Thanks for this. I may well try it next weekend on my huey (which i still love - it has impressed many people, and impresses me every day, maybe with the exception of rock music).

is there a favourite for the 12ax7's. currently i have ecc803s jj's. Any other recommendations?
 
I'm using some local product for the 12AX7.
Adamus,
30 years ago we had a Philips Valve manufacturing plant here in Adelaide. I believe the plant was basically a Telfunken plant. For the 12AX7 everything was made locally except that they imported the cathode assemblies from Holland. There was a wonderful story about how local guys thought the grid winding machinery was basically rubish and they redesigned and re-built it. The improved design was then re-exported to all the Philips plants around the world. I remember having a tour of the factory back when I was a 1st year apprentice in 1973.

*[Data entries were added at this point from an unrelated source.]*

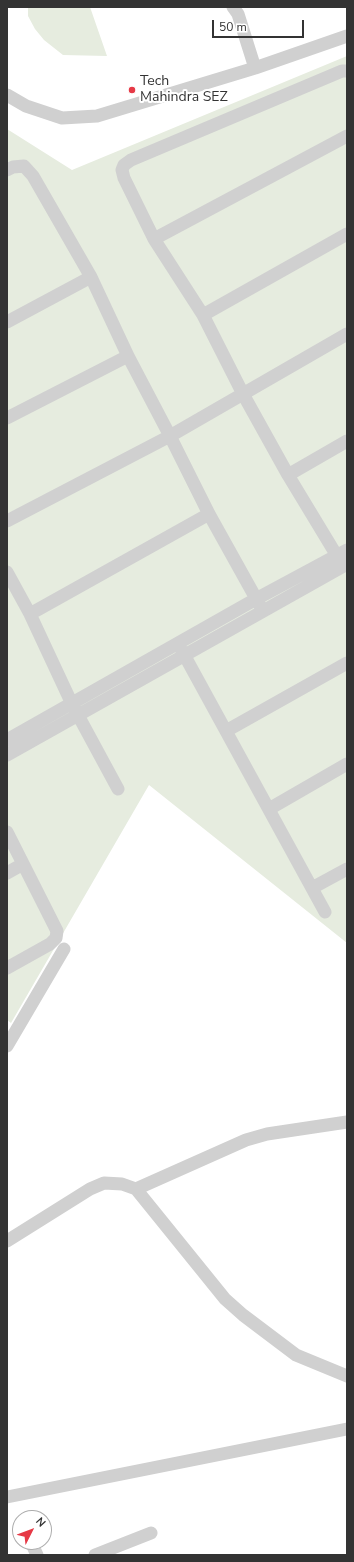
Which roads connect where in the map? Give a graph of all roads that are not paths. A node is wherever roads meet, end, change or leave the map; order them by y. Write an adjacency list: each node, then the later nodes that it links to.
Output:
1 (233, 7): 3 (street)
2 (347, 36): 3 (street)
3 (255, 68): 5 (street)
4 (347, 71): 9 (street)
5 (7, 95)
6 (347, 136): 9 (street)
7 (7, 170): 10 (street)
8 (347, 234): 11 (street)
9 (154, 239): 11 (street)
10 (91, 277): 12 (street); 14 (street)
11 (203, 315): 15 (street)
12 (7, 322)
13 (347, 334): 15 (street)
14 (128, 356): 16 (street); 17 (street)
15 (243, 394): 17 (street); 19 (street)
16 (7, 418)
17 (170, 436): 20 (street); 21 (street)
18 (347, 441): 19 (street)
19 (288, 475): 22 (street)
20 (208, 514): 24 (street); 26 (street)
21 (7, 521)
22 (342, 560): 24 (street); 25 (street)
23 (7, 572): 26 (street)
24 (256, 599): 25 (street); 27 (street)
25 (263, 611): 27 (street)
26 (30, 614): 29 (street)
27 (182, 649): 29 (street); 30 (street)
28 (347, 663): 30 (street)
29 (75, 709): 31 (street); 32 (street); 34 (street)
30 (226, 731): 35 (street)
31 (7, 740)
32 (7, 755)
33 (347, 764): 35 (street)
34 (118, 789)
35 (269, 809): 40 (street)
36 (7, 832): 37 (street)
37 (23, 864): 39 (street); 43 (street)
38 (347, 869): 40 (street)
39 (7, 873)
40 (312, 888): 41 (street)
41 (325, 912)
42 (64, 949): 44 (street)
43 (7, 968)
44 (7, 1046)
45 (347, 1122): 46 (street)
46 (136, 1189): 47 (street); 48 (street)
47 (7, 1241)
48 (347, 1376)
49 (347, 1429): 50 (street)
50 (7, 1497)
51 (151, 1533): 52 (street)
52 (95, 1555)

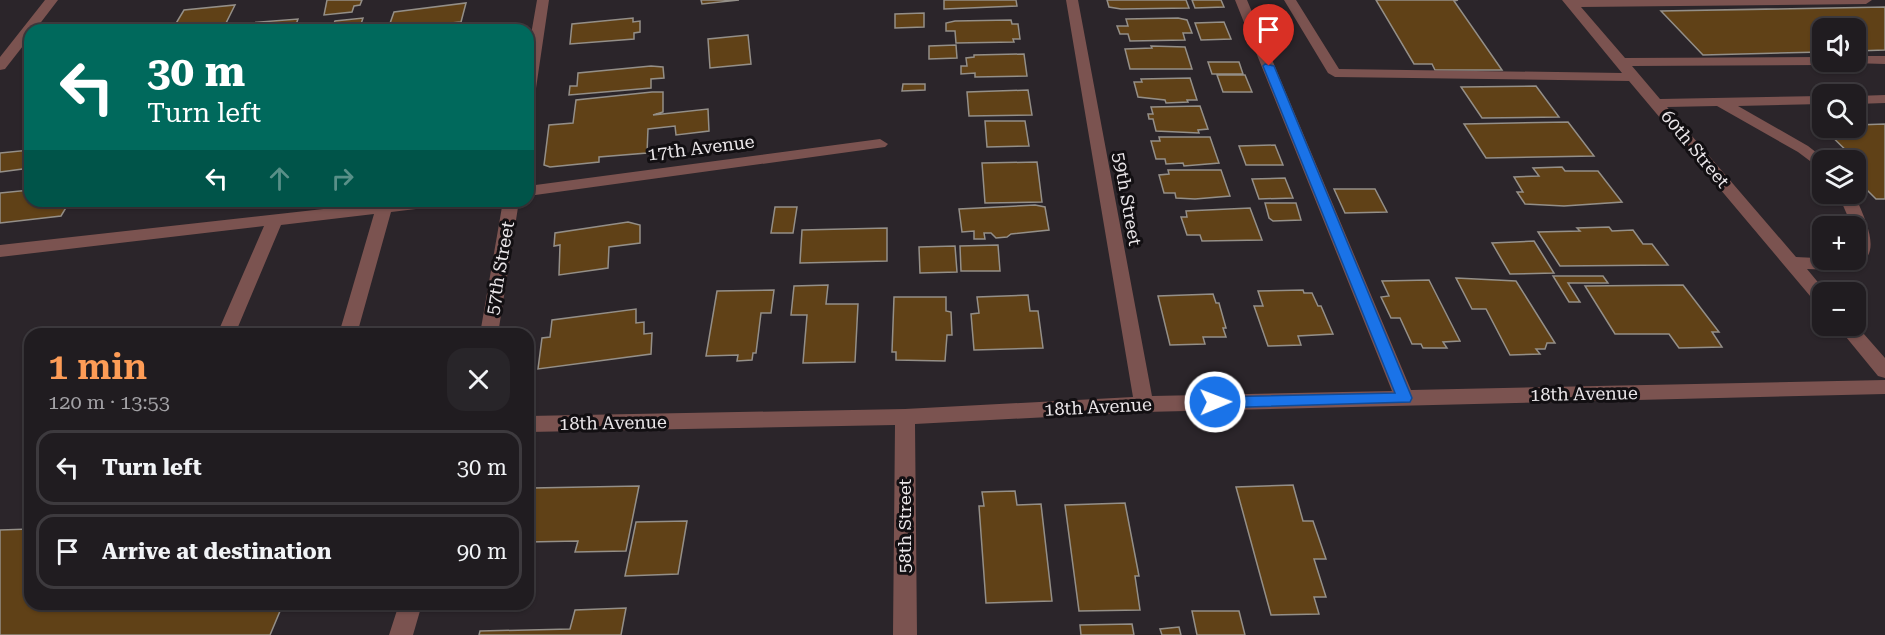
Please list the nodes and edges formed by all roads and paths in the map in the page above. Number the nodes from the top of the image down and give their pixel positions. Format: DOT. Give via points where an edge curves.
graph roads {
  1 [pos="52,0"];
  2 [pos="543,0"];
  3 [pos="1072,0"];
  4 [pos="1241,0"];
  5 [pos="1290,0"];
  6 [pos="1866,0"];
  7 [pos="1570,2"];
  8 [pos="33,24"];
  9 [pos="24,36"];
  10 [pos="534,57"];
  11 [pos="1866,60"];
  12 [pos="1885,60"];
  13 [pos="1812,61"];
  14 [pos="1621,62"];
  15 [pos="0,66"];
  16 [pos="1634,77"];
  17 [pos="1885,99"];
  18 [pos="1812,100"];
  19 [pos="1866,100"];
  20 [pos="1722,102"];
  21 [pos="1656,103"];
  22 [pos="880,144"];
  23 [pos="1812,157"];
  24 [pos="534,189"];
  25 [pos="1850,204"];
  26 [pos="392,207"];
  27 [pos="510,207"];
  28 [pos="384,208"];
  29 [pos="275,219"];
  30 [pos="0,251"];
  31 [pos="1792,263"];
  32 [pos="1812,286"];
  33 [pos="229,328"];
  34 [pos="350,328"];
  35 [pos="490,328"];
  36 [pos="1855,336"];
  37 [pos="1885,371"];
  38 [pos="1885,387"];
  39 [pos="1405,398"];
  40 [pos="1144,404"];
  41 [pos="905,417"];
  42 [pos="534,424"];
  43 [pos="409,610"];
  44 [pos="401,635"];
  45 [pos="905,635"];
  1 -- 8 [label="street"];
  2 -- 10 [label="street"];
  3 -- 40 [label="street, 59th Street"];
  4 -- 39 [label="street"];
  5 -- 16 [label="street" via="1335,73"];
  6 -- 7 [label="street"];
  7 -- 14 [label="street, 60th Street"];
  9 -- 15 [label="street"];
  11 -- 12 [label="street"];
  13 -- 14 [label="street"];
  14 -- 16 [label="street, 60th Street"];
  16 -- 21 [label="street, 60th Street"];
  17 -- 19 [label="street"];
  18 -- 20 [label="street"];
  20 -- 21 [label="street"];
  20 -- 23 [label="street"];
  21 -- 31 [label="street, 60th Street"];
  22 -- 24 [label="street, 17th Avenue"];
  25 -- 31 [label="street" via="1864,234 1865,248 1856,262"];
  26 -- 28 [label="street"];
  27 -- 35 [label="street, 57th Street"];
  28 -- 29 [label="street"];
  28 -- 34 [label="street"];
  29 -- 30 [label="street"];
  29 -- 33 [label="street"];
  31 -- 32 [label="street, 60th Street"];
  36 -- 37 [label="street"];
  38 -- 39 [label="street, 18th Avenue"];
  39 -- 40 [label="street, 18th Avenue"];
  40 -- 41 [label="street, 18th Avenue"];
  41 -- 42 [label="street, 18th Avenue"];
  41 -- 45 [label="street, 58th Street"];
  43 -- 44 [label="street"];
}
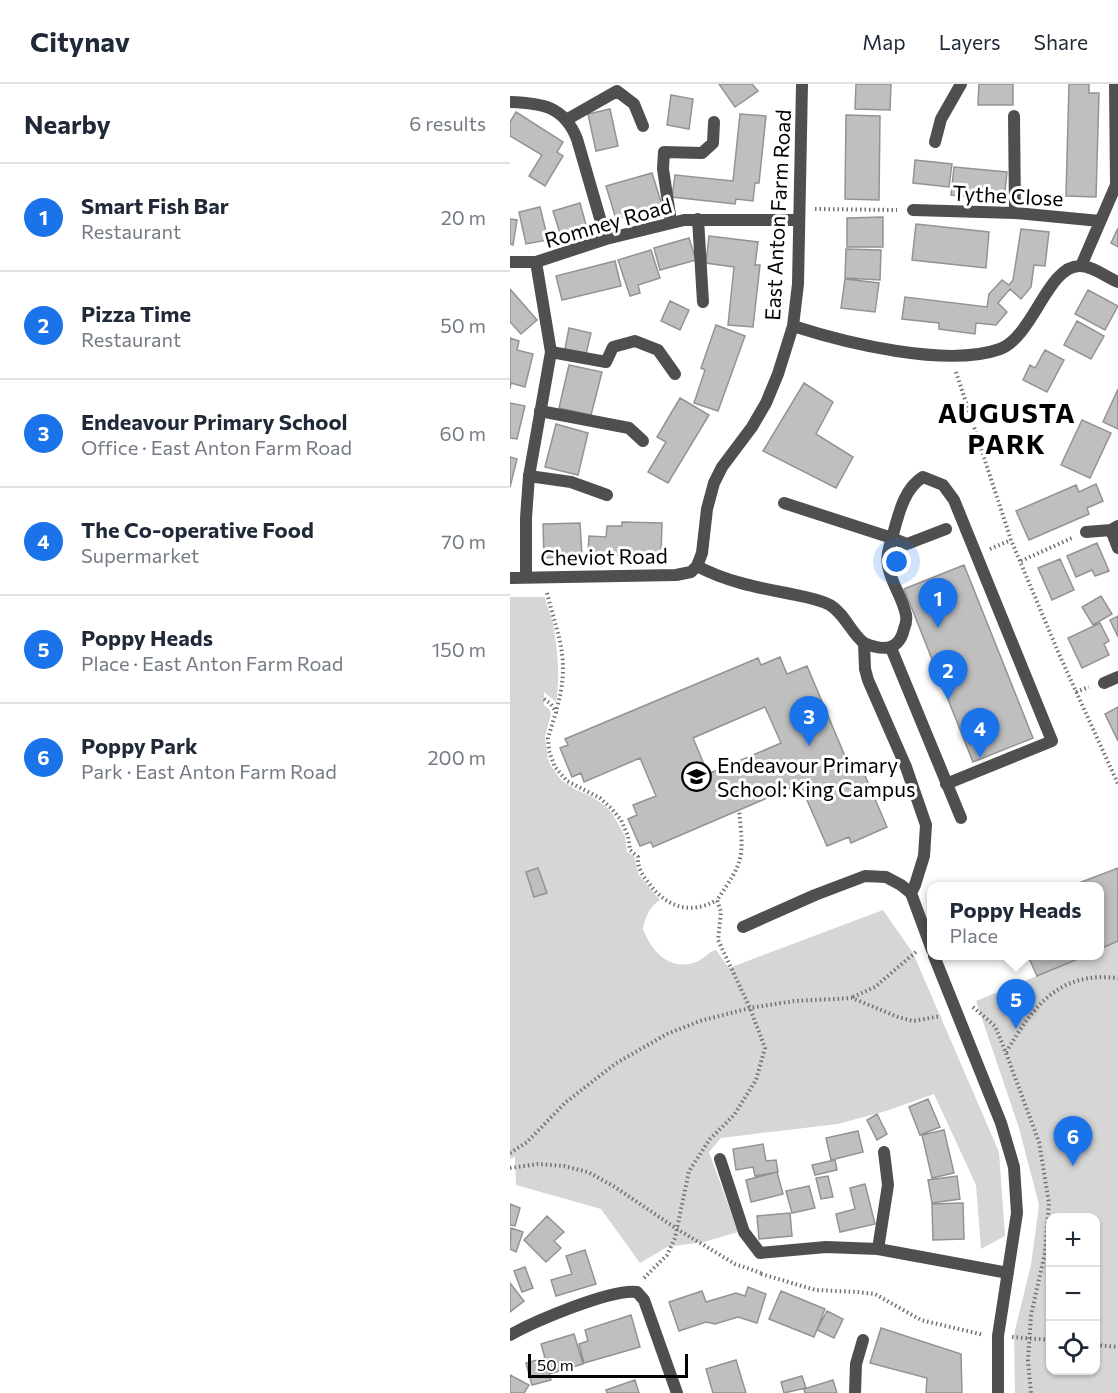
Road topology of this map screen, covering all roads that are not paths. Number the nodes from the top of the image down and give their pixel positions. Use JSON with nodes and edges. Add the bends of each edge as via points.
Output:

I have a small stash of those locally produced 12AX7s - on the tube tester they show a gm of 2.2 mA/V and their side to side balance is fantastic.
I did use JJ ECC803S originally but found only 2 out of a batch of 6 I had were balanced well enough to use. I've also used ElectroHarmonix in a "BH" and found that they were generally balanced much better but I still had to select from the stock I had.
As far as using the "BH" for Rock I found that the EL84 CCS Bypass Caps are fairly critical. I'm now using 1000uF/25V Blackgates. Also don't go too high on the cross connect shunt feedback resistor. I've run up to 33K BUT like it best back at 15K. When you change to the 10K + 9K1 + 10K arrangement off the Ultralinear taps the 9K1 is chosen to give the same level of shunt feedback as 15K did with the 47K + 15K + 47K off the EL84 anodes. You can of-course adjust that 9K1 to suit as you did before. 8K2 for looser more lively sound, 10K or more for a bit tighter less dynamic sound.